As Elle has already mentioned, we were less than impressed with the ease of use and fluid experience that is the crippled MP3 player called the iPod Shuffle. Everything about this device seems to scream out “access denied”. They should have a little loop of Job trying to escape the simulation at the end of Lawnmower Man preloaded, so that at least you’ll have SOME audio content to accompany the blinking lights. Cause Apple doesn’t really seem to be interested in letting you put your own on there.
But I’ve never been one to back down from a challenge, especially when it comes to getting some sleek little device to respect my wishes. So of course I hook it up under Linux and start prodding around. I’m a 100% Linux user. My desktops run Linux, my laptop runs Linux, the servers I work on run Linux. So I grabbed GNUpod and started playing around. Same problem however. Blinking error lights and no music. So I poked around for a while and found the excellent docs from the iPod on Linux project. Looks like the format might have changed. A quick comparison of a file inserted via iTunes and the same file inserted via GNUpod yields quite a bit of difference. So I can only assume that the file format has changed. Which leads me to the obvious question, who else is planning to hack this out of spite? Sure, my hackage of the format just yeilds a larger base they can sell to for them. But somewhere deep down I hope that the message of openness yielding a larger base of users will make it back up to Apple. And that one day I can purchase one of their sleek and sexy machines, sit with it perched on my knees for hours on end while using a wireless connection, and not have to give up the ability to do what I want how I want. Probably not how it works out, but I’m a romantic or something. Maybe I’m just stupid. So who else is up for collecting iTunesDB files and doing a little reverse engineering?

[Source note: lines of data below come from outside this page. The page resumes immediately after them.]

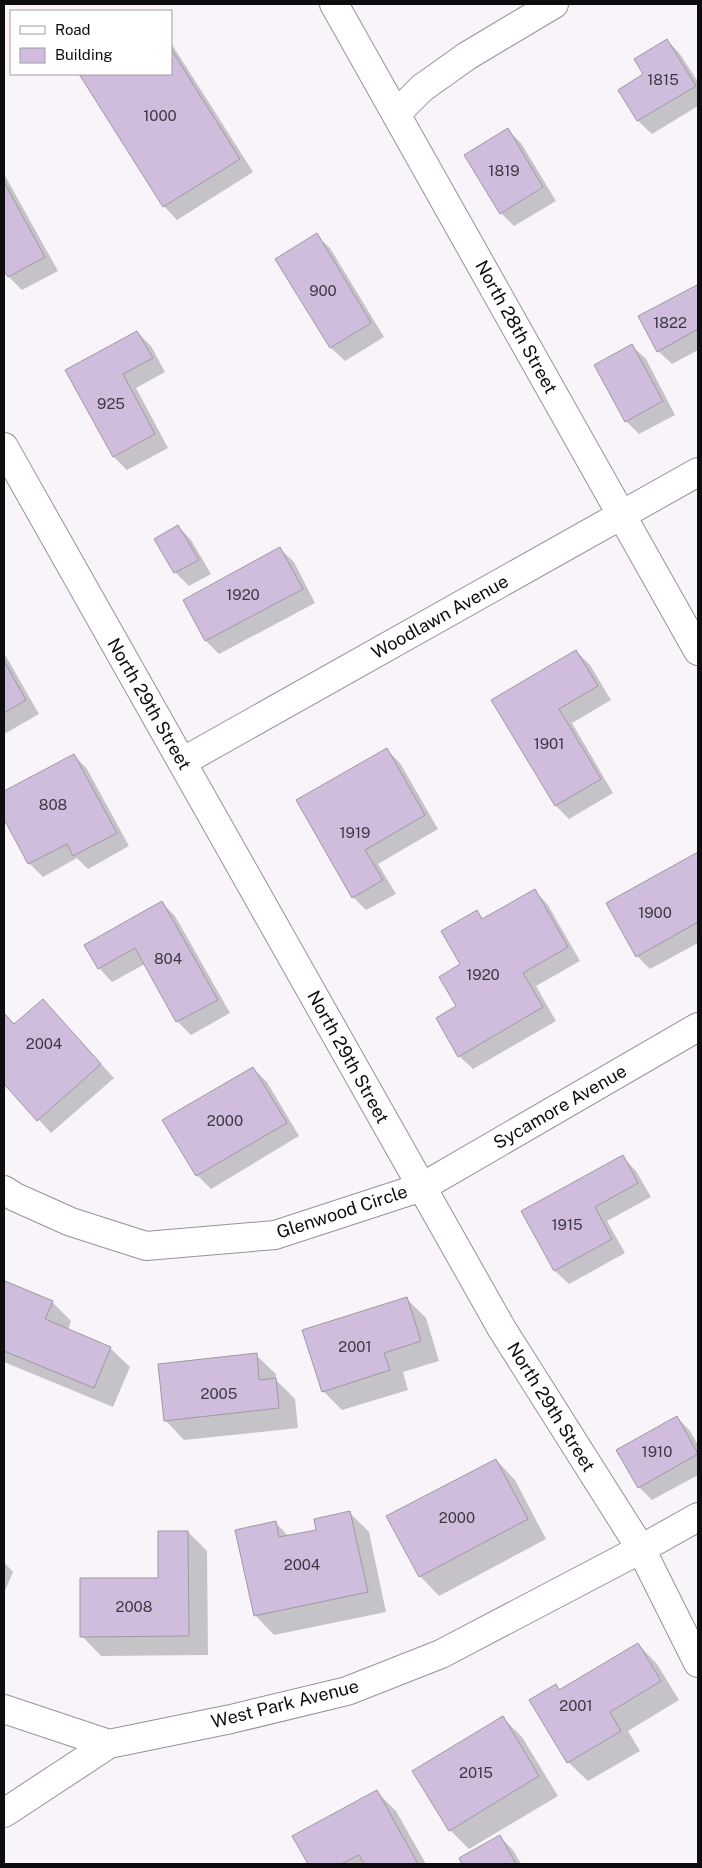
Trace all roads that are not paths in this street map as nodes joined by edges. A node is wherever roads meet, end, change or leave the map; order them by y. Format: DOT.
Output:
graph roads {
  1 [pos="334,4"];
  2 [pos="554,4"];
  3 [pos="396,114"];
  4 [pos="4,447"];
  5 [pos="698,472"];
  6 [pos="622,516"];
  7 [pos="698,651"];
  8 [pos="182,762"];
  9 [pos="698,1027"];
  10 [pos="422,1187"];
  11 [pos="4,1190"];
  12 [pos="698,1517"];
  13 [pos="641,1549"];
  14 [pos="698,1663"];
  15 [pos="4,1710"];
  16 [pos="109,1744"];
  17 [pos="4,1813"];
  1 -- 3 [label="street, North 28th Street"];
  2 -- 3 [label="street"];
  3 -- 6 [label="street, North 28th Street"];
  4 -- 8 [label="street, North 29th Street"];
  5 -- 6 [label="street, Woodlawn Avenue"];
  6 -- 7 [label="street, North 28th Street"];
  6 -- 8 [label="street, Woodlawn Avenue"];
  8 -- 10 [label="street, North 29th Street"];
  9 -- 10 [label="street, Sycamore Avenue"];
  10 -- 11 [label="street, Glenwood Circle"];
  10 -- 13 [label="street, North 29th Street"];
  12 -- 13 [label="street, West Park Avenue"];
  13 -- 14 [label="street, North 29th Street"];
  13 -- 16 [label="street, West Park Avenue"];
  15 -- 16 [label="street"];
  16 -- 17 [label="street, West Park Avenue"];
}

By the way, I feel it only fair to mention that I would love to be able to make devices like this. When I was doing embedded systems development we spent a whole lot of time figuring out how to make the devices easy to use, reduce the install requirements, make the system reliable, return meaningful errors to the user when all else fails, and interoperate as widely as we could. There is no reason for some of the things that Apple has done with this player. Sure, maybe they use the iTunesDB format so that they can store extra information about the playlists. Better user experience, fine, well done. But that doesn’t mean that the player can’t just play tracks from the root directory of the filesystem in the absence of an iTunesDB file (well, one reason I can think of, but it has little to do with servicing the user and everything to do with business model). It’s servicing the needs of the manufacturer and not the user, and I thought that was something to be avoided. At least that’s what my experience and reading had yielded. Apparently there’s an alternative, making the device white. Man, I should have thought of that! Maybe I should get a can of white paint and get back into embedded systems. These little things where flying off the shelves.
That’s only partially sarcasm of course, cause I am really thinking about the media ecosystem that Apple has created. How their control from iTunes “service in the sky” down to device has allowed them to integrate the experience and not have to be concerned about the edge cases. “Wringing inefficiences out of the delivery chain” some might say. But I think what I’m thinking is “Wow, life in general could suck if they turn this advantage into a stranglehold”. Which probably isn’t how most people think about it. But then again lots of people thought “Wow, now my hardware will all just work on its own without me having to edit config files” when they first installed Windows 95. And I think most would agree that the experience there has been less than painless. I’m not saying this is exactly the same situation, just that it should be kept in mind. We’re seeing the same gameboard getting set up, in my mind at least, with the walled garden mentality that mobile service providers have ressurected. I say ressurected cause it’s exactly the same play that AOL was going for when they felt threatened by the Internet. Fortunately it seems like openness always wins out when it comes to these battles. Network effects are simply stronger than the hold one party can keep on the system. I hope that’s a general rule and we see it happen again and again.